-- Data section follows --
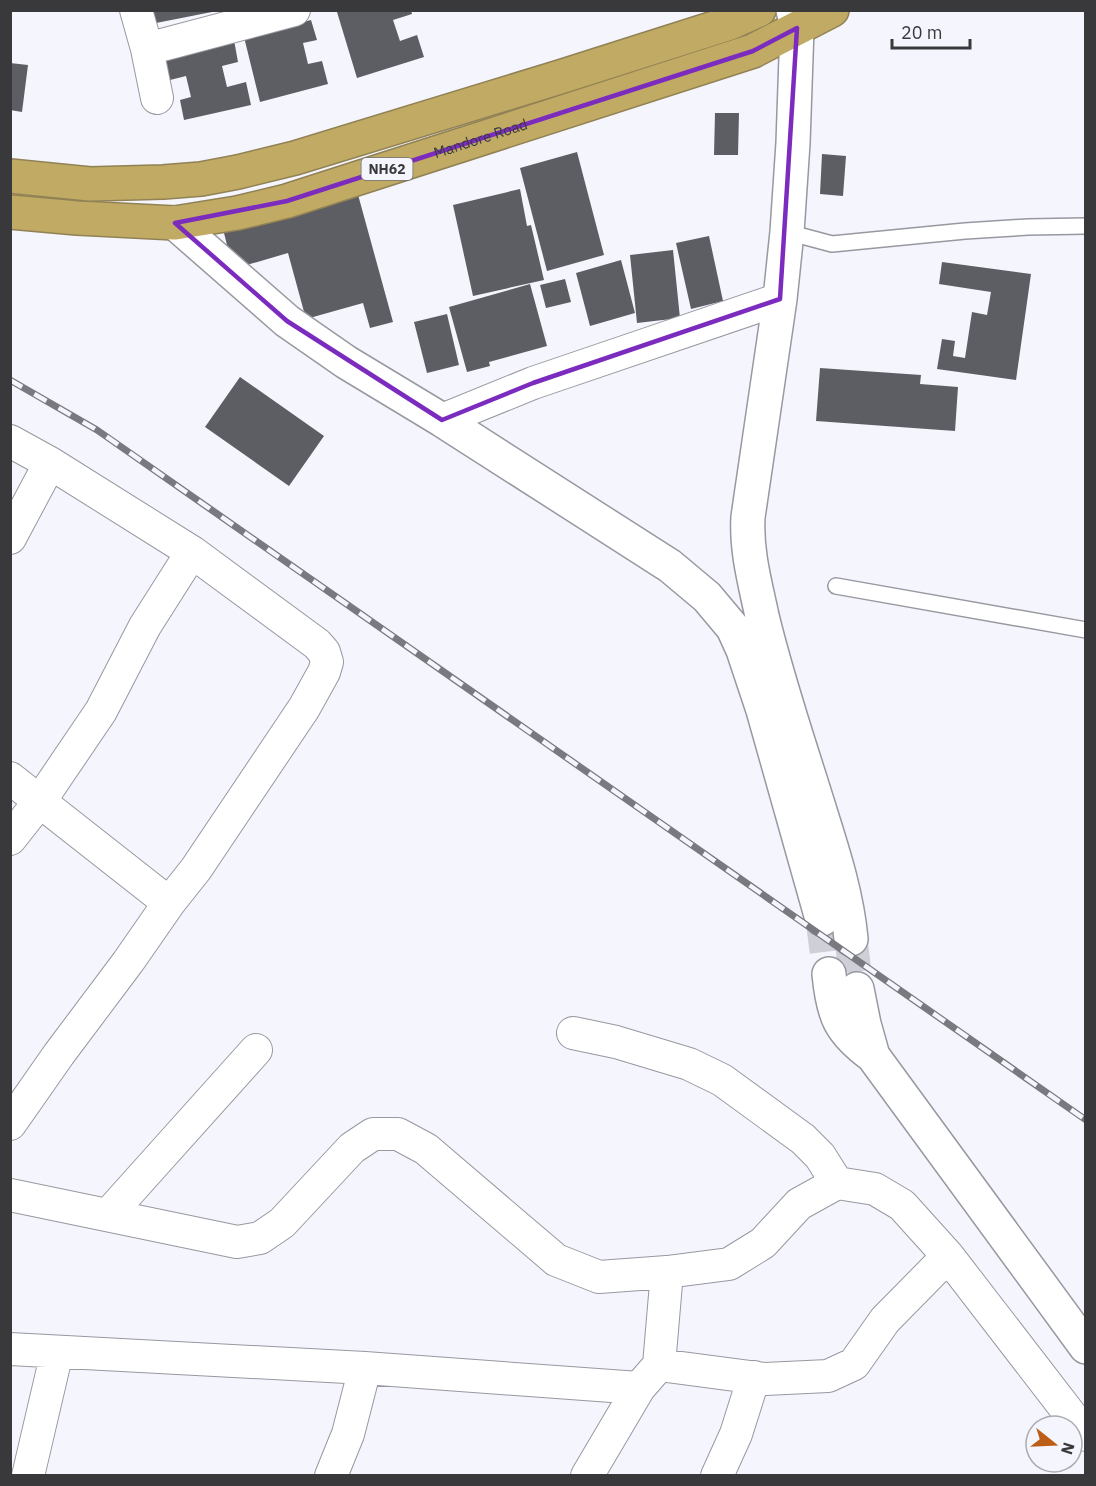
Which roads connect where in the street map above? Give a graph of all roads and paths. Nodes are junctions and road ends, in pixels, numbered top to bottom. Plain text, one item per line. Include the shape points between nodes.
1 (136, 10) edge
2 (294, 10) edge
3 (832, 10) edge
4 (747, 13) edge
5 (795, 19) edge
6 (147, 49) junction
7 (740, 56) junction
8 (157, 98) dead end
9 (10, 176) edge
10 (10, 212) edge
11 (175, 223) junction
12 (1086, 226) edge
13 (786, 232) junction
14 (780, 299) junction
15 (442, 420) junction
16 (10, 441) edge
17 (50, 463) junction
18 (10, 538) edge
19 (192, 552) junction
20 (836, 586) dead end
21 (1086, 630) edge
22 (10, 778) edge
23 (40, 801) junction
24 (10, 839) edge
25 (169, 903) junction
26 (822, 919) tunnel mouth
27 (851, 939) tunnel mouth
28 (829, 974) tunnel mouth
29 (857, 989) tunnel mouth
30 (573, 1033) dead end
31 (256, 1050) dead end
32 (873, 1056) junction
33 (10, 1124) edge
34 (837, 1183) junction
35 (10, 1195) edge
36 (108, 1215) junction
37 (948, 1256) junction
38 (667, 1272) junction
39 (1086, 1347) edge
40 (10, 1349) edge
41 (57, 1352) junction
42 (659, 1365) junction
43 (365, 1368) junction
44 (754, 1377) junction
45 (639, 1388) junction
46 (1086, 1435) edge
47 (28, 1476) edge
48 (331, 1476) edge
49 (587, 1476) edge
50 (717, 1476) edge

1 - 6 street
2 - 6 street
3 - 5 highway, Mandore Road / NH62
4 - 7 street
4 - 9 highway, NH62 via 560,77 238,172 163,182 90,184
5 - 7 highway, Mandore Road / NH62 via 753,51
5 - 13 main road via 793,143
6 - 8 street
7 - 11 highway, Mandore Road / NH62 via 287,201
10 - 11 highway, Mandore Road / NH62
11 - 15 main road via 287,321
12 - 13 lane via 965,231 832,244
13 - 14 main road
14 - 15 street via 533,383
14 - 27 main road via 748,517 748,551 769,645 837,865
15 - 26 main road via 670,566 707,597 726,620 743,651 763,710
16 - 17 street
17 - 18 street
17 - 19 street
19 - 23 street via 145,626 102,711
19 - 25 street via 317,644 327,662 304,708
20 - 21 lane
22 - 23 street
23 - 24 street
23 - 25 street
25 - 33 street
28 - 32 main road via 838,1020 850,1037
29 - 32 main road
30 - 34 street via 688,1064 722,1080 803,1139 820,1156
31 - 36 street
32 - 39 main road
34 - 37 street via 875,1189 902,1206
34 - 38 street via 799,1204 763,1243 729,1264
35 - 36 street
36 - 38 street via 237,1242 260,1238 282,1223 352,1148 373,1134 398,1134 426,1149 556,1260 599,1277
37 - 44 street via 885,1320 854,1364 828,1376
37 - 46 street
38 - 42 street
40 - 41 street
41 - 43 street
41 - 47 street
42 - 44 street
42 - 45 street
43 - 45 street
43 - 48 street via 348,1434
44 - 50 street via 736,1434
45 - 49 street

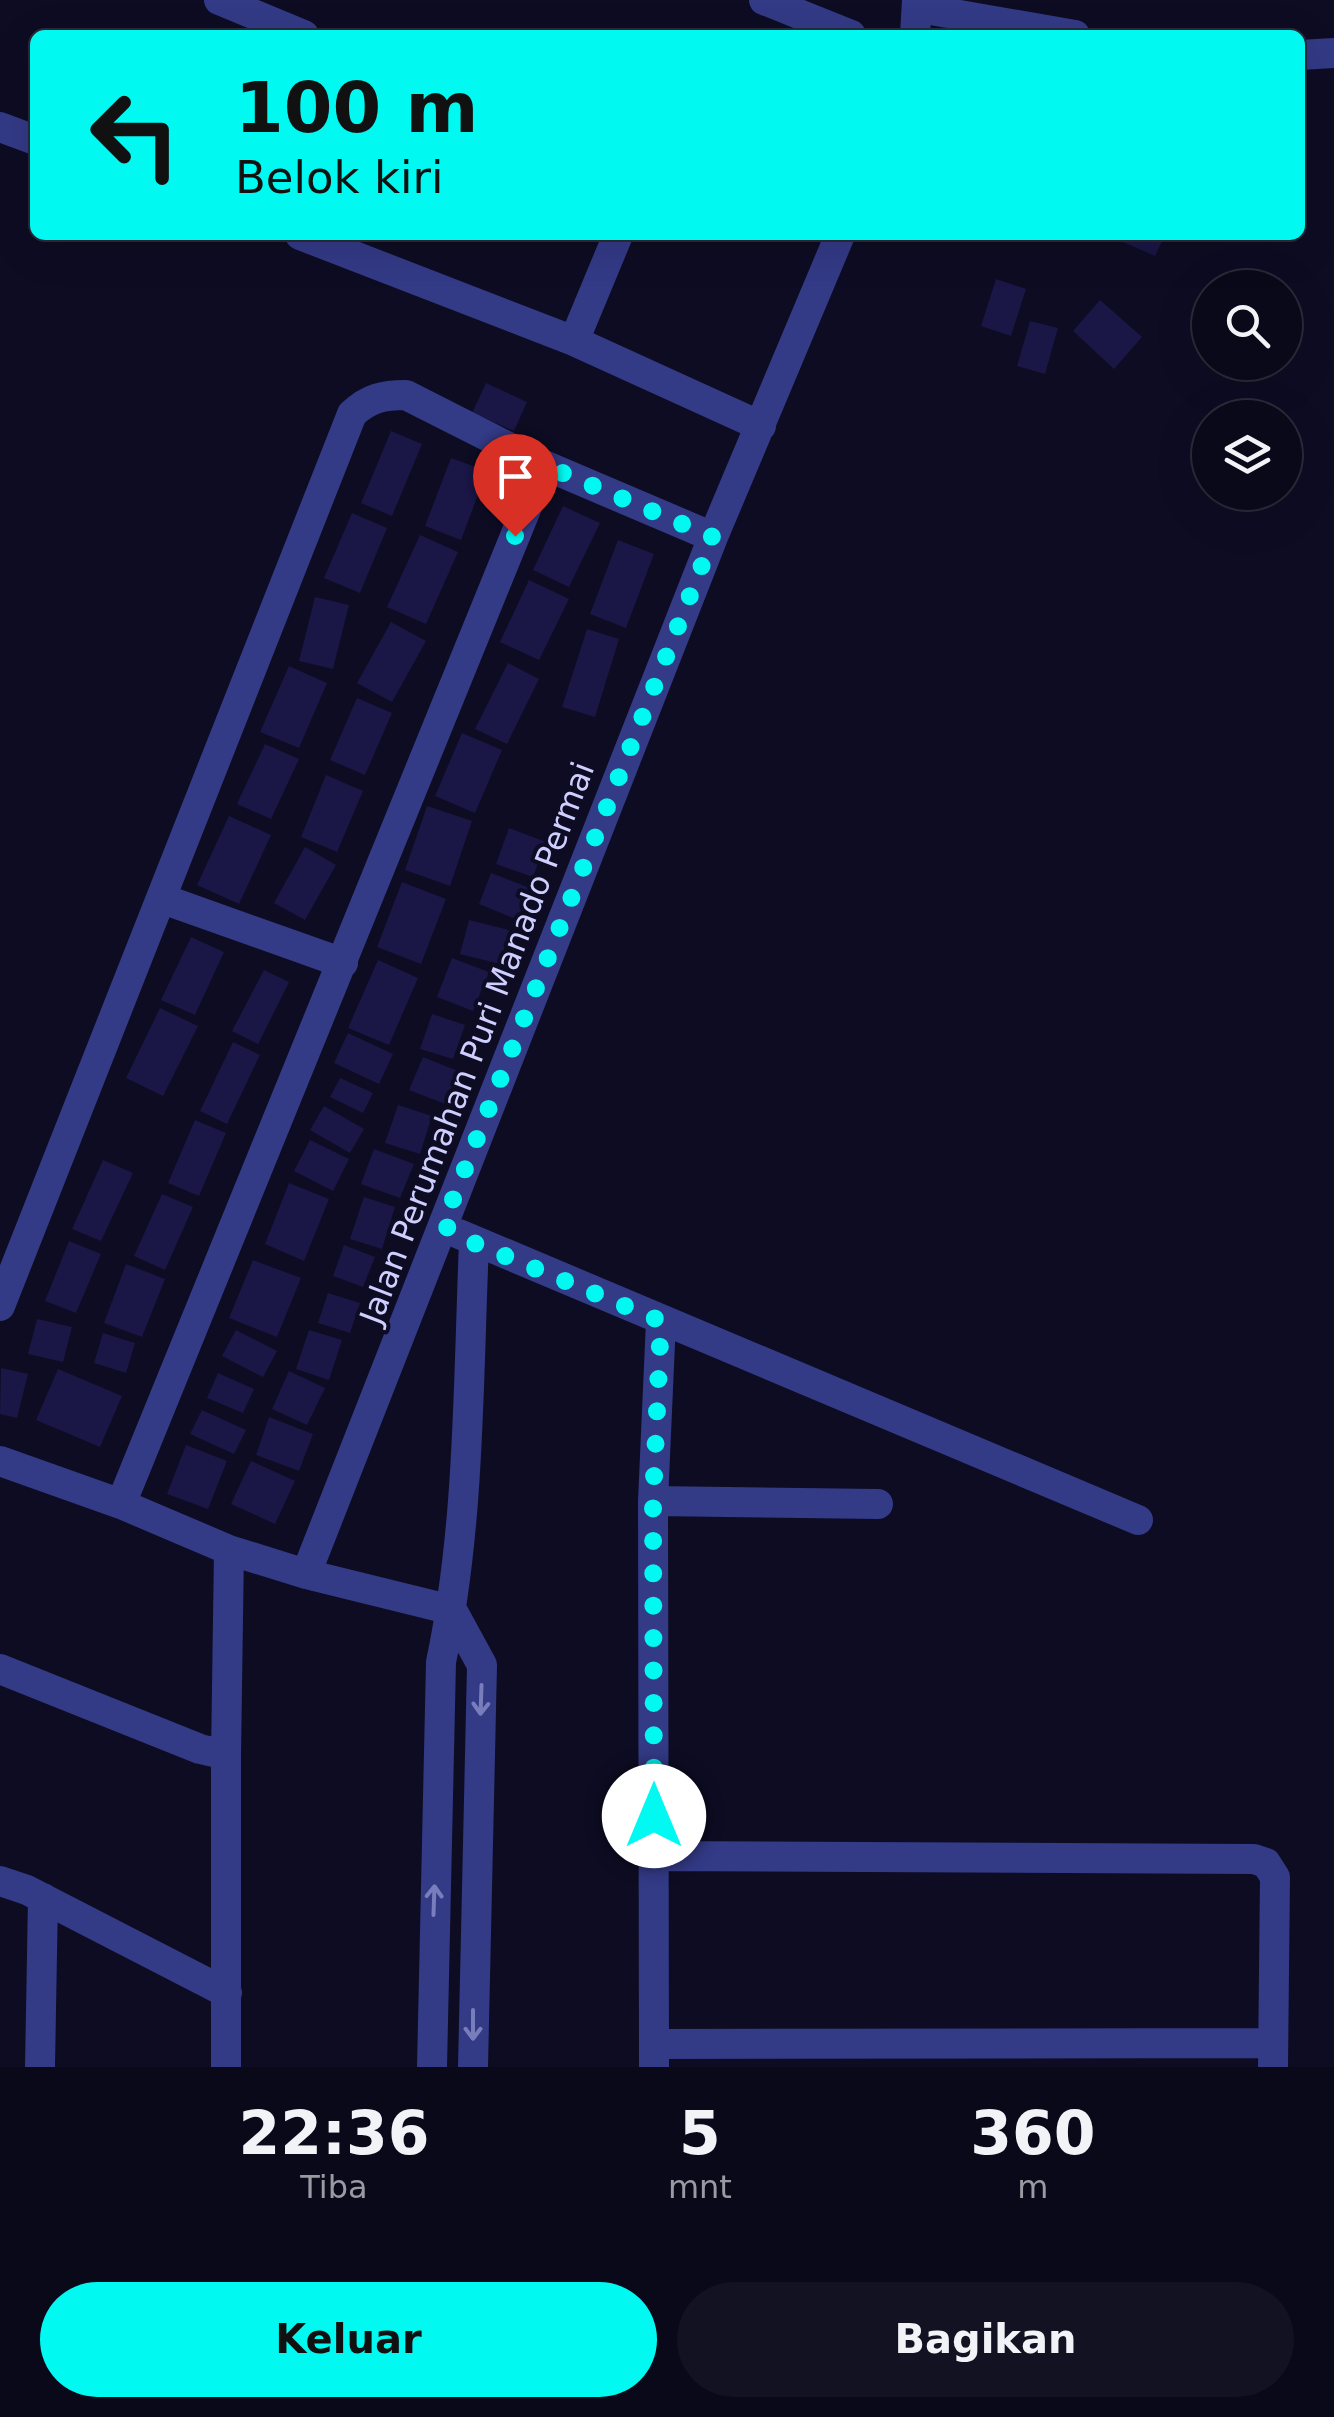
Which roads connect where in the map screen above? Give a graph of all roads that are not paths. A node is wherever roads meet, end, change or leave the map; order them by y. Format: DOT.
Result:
graph roads {
  1 [pos="219,0"];
  2 [pos="764,0"];
  3 [pos="917,14"];
  4 [pos="292,30"];
  5 [pos="839,30"];
  6 [pos="1037,30"];
  7 [pos="1334,53"];
  8 [pos="1305,56"];
  9 [pos="0,127"];
  10 [pos="30,138"];
  11 [pos="313,240"];
  12 [pos="616,240"];
  13 [pos="838,240"];
  14 [pos="574,341"];
  15 [pos="761,426"];
  16 [pos="544,465"];
  17 [pos="713,537"];
  18 [pos="163,900"];
  19 [pos="343,963"];
  20 [pos="443,1225"];
  21 [pos="474,1243"];
  22 [pos="0,1306"];
  23 [pos="661,1321"];
  24 [pos="0,1461"];
  25 [pos="653,1501"];
  26 [pos="121,1504"];
  27 [pos="878,1504"];
  28 [pos="1138,1520"];
  29 [pos="229,1550"];
  30 [pos="306,1574"];
  31 [pos="452,1610"];
  32 [pos="0,1669"];
  33 [pos="226,1755"];
  34 [pos="654,1856"];
  35 [pos="0,1881"];
  36 [pos="42,1898"];
  37 [pos="227,1993"];
  38 [pos="1273,2055"];
  39 [pos="654,2056"];
  40 [pos="40,2067"];
  41 [pos="226,2067"];
  42 [pos="432,2067"];
  43 [pos="473,2067"];
  1 -- 4 [label="street"];
  2 -- 5 [label="street"];
  3 -- 6 [label="street"];
  7 -- 8 [label="street"];
  9 -- 10 [label="street"];
  11 -- 14 [label="street"];
  12 -- 14 [label="street"];
  13 -- 15 [label="street, Jalan Perumahan Puri Manado Permai"];
  14 -- 15 [label="street"];
  15 -- 17 [label="street, Jalan Perumahan Puri Manado Permai"];
  16 -- 17 [label="street"];
  16 -- 18 [label="street"];
  16 -- 19 [label="street"];
  17 -- 20 [label="street, Jalan Perumahan Puri Manado Permai"];
  18 -- 19 [label="street"];
  18 -- 22 [label="street"];
  19 -- 26 [label="street"];
  20 -- 21 [label="street"];
  20 -- 30 [label="street, Jalan Perumahan Puri Manado Permai"];
  21 -- 23 [label="street"];
  21 -- 31 [label="street"];
  23 -- 25 [label="street"];
  23 -- 28 [label="street"];
  24 -- 26 [label="street"];
  25 -- 27 [label="street"];
  25 -- 34 [label="street"];
  26 -- 29 [label="street"];
  29 -- 30 [label="street"];
  29 -- 33 [label="street"];
  30 -- 31 [label="street"];
  42 -- 31 [label="street, one-way"];
  31 -- 43 [label="street, one-way"];
  32 -- 33 [label="street"];
  33 -- 37 [label="street"];
  34 -- 38 [label="street"];
  34 -- 39 [label="street"];
  35 -- 36 [label="street"];
  36 -- 37 [label="street"];
  36 -- 40 [label="street"];
  37 -- 41 [label="street"];
  38 -- 39 [label="street"];
}
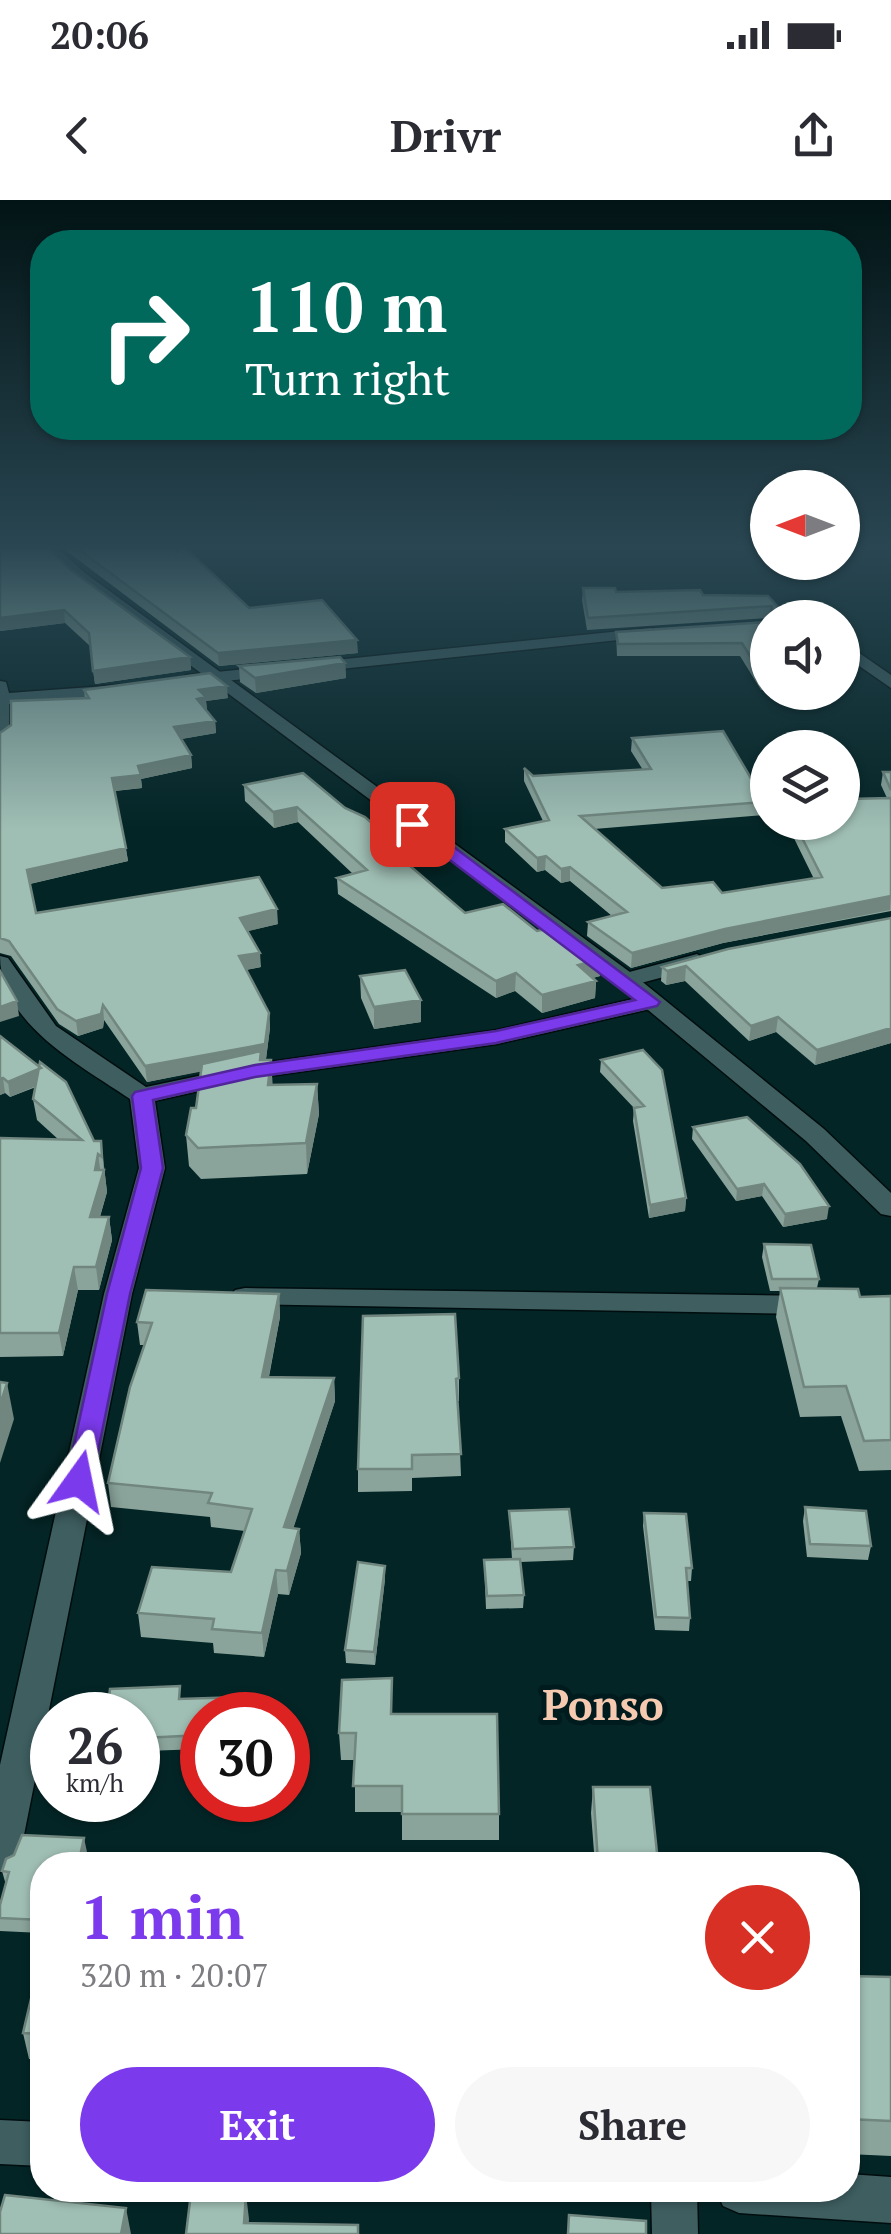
-- Data section concluded --
- _Aim of the exercise_
Give only the number of lines above holding "Which".

- _Answer for the task_
2